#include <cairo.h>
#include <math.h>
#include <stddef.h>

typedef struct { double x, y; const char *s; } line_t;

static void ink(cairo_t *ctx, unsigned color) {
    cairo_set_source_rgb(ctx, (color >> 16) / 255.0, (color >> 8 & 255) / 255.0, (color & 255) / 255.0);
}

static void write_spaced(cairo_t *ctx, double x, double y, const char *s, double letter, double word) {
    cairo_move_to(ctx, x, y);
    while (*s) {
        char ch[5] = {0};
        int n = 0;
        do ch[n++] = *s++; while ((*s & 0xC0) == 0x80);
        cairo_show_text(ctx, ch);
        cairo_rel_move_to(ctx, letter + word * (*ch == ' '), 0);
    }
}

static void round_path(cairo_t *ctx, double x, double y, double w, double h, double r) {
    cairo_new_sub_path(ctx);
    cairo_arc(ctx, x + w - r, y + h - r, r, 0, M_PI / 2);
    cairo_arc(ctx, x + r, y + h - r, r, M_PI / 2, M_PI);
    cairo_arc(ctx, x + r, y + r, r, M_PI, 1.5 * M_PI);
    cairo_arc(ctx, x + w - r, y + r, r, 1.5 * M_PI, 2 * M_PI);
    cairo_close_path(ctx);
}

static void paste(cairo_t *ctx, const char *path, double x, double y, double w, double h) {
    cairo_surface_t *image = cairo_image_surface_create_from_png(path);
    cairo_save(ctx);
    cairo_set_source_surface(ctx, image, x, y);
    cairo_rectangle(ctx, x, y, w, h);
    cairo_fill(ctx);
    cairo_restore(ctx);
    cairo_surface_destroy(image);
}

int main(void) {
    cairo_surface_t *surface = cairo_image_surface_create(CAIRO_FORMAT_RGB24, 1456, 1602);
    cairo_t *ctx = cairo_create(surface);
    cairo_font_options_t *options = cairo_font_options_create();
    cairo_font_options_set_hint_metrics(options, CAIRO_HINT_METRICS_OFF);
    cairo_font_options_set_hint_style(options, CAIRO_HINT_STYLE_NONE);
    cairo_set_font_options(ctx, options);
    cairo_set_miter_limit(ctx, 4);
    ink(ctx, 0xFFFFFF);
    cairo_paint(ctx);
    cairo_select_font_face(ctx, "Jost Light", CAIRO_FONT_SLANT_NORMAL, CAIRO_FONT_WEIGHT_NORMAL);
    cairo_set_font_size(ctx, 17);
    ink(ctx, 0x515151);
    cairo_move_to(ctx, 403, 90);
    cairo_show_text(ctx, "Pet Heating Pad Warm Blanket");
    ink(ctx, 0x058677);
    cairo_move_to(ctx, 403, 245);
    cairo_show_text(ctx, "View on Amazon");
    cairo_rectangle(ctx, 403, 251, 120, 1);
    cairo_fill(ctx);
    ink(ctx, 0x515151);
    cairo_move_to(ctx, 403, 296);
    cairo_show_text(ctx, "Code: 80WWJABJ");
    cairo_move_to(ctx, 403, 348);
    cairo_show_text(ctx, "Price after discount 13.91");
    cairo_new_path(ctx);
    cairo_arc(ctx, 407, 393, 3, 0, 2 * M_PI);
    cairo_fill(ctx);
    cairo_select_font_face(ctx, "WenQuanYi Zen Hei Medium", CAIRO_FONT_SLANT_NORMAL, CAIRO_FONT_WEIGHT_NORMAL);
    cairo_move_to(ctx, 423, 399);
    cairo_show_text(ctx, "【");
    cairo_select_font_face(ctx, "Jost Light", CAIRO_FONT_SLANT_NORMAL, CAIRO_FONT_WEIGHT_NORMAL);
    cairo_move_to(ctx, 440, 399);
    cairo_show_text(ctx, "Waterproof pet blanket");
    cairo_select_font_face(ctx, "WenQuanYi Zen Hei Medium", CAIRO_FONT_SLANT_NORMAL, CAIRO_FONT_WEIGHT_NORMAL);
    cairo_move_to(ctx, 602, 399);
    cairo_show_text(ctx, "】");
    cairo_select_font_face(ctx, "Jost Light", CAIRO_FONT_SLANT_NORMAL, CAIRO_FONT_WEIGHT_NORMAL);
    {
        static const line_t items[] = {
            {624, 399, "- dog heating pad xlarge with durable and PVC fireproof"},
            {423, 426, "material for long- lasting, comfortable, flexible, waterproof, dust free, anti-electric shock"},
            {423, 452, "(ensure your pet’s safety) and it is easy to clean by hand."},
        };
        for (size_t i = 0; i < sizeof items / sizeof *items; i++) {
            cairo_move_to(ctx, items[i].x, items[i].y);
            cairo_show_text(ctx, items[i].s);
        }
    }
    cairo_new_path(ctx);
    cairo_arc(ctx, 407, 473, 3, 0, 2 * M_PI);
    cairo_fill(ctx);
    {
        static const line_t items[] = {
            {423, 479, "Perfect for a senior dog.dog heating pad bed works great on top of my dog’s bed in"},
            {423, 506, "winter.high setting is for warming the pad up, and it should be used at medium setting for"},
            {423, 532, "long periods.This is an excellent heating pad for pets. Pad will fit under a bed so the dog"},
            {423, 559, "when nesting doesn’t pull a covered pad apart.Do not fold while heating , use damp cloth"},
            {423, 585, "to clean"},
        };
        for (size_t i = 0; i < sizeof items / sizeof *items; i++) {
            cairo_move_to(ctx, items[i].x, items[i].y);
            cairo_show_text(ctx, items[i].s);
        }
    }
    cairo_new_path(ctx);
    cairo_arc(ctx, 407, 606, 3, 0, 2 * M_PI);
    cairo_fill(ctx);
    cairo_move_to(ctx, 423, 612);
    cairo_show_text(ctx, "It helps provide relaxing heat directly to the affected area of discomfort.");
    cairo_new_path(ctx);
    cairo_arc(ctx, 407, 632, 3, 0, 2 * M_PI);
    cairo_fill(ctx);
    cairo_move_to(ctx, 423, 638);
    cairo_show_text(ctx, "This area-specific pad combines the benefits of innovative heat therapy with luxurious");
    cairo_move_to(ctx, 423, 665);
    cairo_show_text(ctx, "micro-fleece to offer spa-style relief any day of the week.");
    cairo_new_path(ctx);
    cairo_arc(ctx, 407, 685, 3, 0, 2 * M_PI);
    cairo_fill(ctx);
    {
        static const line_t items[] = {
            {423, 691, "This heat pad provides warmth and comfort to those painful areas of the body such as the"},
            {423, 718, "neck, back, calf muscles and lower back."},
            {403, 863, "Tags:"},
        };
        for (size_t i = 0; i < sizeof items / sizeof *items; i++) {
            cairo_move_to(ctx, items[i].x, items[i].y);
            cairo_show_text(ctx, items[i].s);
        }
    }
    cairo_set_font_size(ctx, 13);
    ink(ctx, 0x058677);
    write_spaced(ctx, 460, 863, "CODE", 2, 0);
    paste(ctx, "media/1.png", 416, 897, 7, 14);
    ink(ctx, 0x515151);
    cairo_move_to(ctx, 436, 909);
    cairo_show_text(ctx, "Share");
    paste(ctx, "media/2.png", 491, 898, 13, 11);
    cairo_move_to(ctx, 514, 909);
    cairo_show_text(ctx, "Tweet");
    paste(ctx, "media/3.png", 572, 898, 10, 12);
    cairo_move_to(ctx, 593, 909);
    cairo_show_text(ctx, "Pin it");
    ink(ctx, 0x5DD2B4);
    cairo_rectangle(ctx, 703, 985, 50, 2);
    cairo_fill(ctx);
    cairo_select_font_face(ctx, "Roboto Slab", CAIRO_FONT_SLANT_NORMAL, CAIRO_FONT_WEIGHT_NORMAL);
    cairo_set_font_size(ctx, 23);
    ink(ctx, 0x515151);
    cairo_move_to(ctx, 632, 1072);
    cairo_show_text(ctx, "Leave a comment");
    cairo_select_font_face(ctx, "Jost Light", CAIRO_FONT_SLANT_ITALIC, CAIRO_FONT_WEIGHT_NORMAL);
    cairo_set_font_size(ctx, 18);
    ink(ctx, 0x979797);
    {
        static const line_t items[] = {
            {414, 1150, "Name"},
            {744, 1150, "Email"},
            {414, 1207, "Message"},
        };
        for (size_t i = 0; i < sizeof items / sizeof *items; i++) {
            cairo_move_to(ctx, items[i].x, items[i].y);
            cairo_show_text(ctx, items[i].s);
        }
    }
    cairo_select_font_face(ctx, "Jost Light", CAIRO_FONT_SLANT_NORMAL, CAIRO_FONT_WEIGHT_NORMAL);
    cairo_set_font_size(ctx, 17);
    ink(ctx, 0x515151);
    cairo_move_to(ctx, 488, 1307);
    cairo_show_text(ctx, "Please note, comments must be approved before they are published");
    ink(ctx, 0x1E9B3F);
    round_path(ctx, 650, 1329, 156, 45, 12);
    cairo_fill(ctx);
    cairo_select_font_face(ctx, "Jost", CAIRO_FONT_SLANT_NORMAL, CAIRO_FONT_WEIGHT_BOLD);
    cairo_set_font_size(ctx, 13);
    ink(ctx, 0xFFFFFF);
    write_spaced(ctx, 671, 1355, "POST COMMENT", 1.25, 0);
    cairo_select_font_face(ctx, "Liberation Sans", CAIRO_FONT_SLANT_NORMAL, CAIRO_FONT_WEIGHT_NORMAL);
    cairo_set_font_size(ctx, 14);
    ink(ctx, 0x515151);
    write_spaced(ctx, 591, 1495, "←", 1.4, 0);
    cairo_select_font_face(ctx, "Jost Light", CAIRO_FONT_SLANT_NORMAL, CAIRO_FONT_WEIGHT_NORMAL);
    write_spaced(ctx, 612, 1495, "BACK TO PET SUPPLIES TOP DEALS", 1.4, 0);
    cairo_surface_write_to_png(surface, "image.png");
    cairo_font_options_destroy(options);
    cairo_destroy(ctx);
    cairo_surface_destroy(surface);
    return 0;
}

____________________

__What the task asks__.
Of the entries above, transcribe exactly those lines that fall between the line containing "double x, y;" and the line containing "cairo_new_sub_path(ctx);", together with those two lines.

__Exercise result__.
typedef struct { double x, y; const char *s; } line_t;

static void ink(cairo_t *ctx, unsigned color) {
    cairo_set_source_rgb(ctx, (color >> 16) / 255.0, (color >> 8 & 255) / 255.0, (color & 255) / 255.0);
}

static void write_spaced(cairo_t *ctx, double x, double y, const char *s, double letter, double word) {
    cairo_move_to(ctx, x, y);
    while (*s) {
        char ch[5] = {0};
        int n = 0;
        do ch[n++] = *s++; while ((*s & 0xC0) == 0x80);
        cairo_show_text(ctx, ch);
        cairo_rel_move_to(ctx, letter + word * (*ch == ' '), 0);
    }
}

static void round_path(cairo_t *ctx, double x, double y, double w, double h, double r) {
    cairo_new_sub_path(ctx);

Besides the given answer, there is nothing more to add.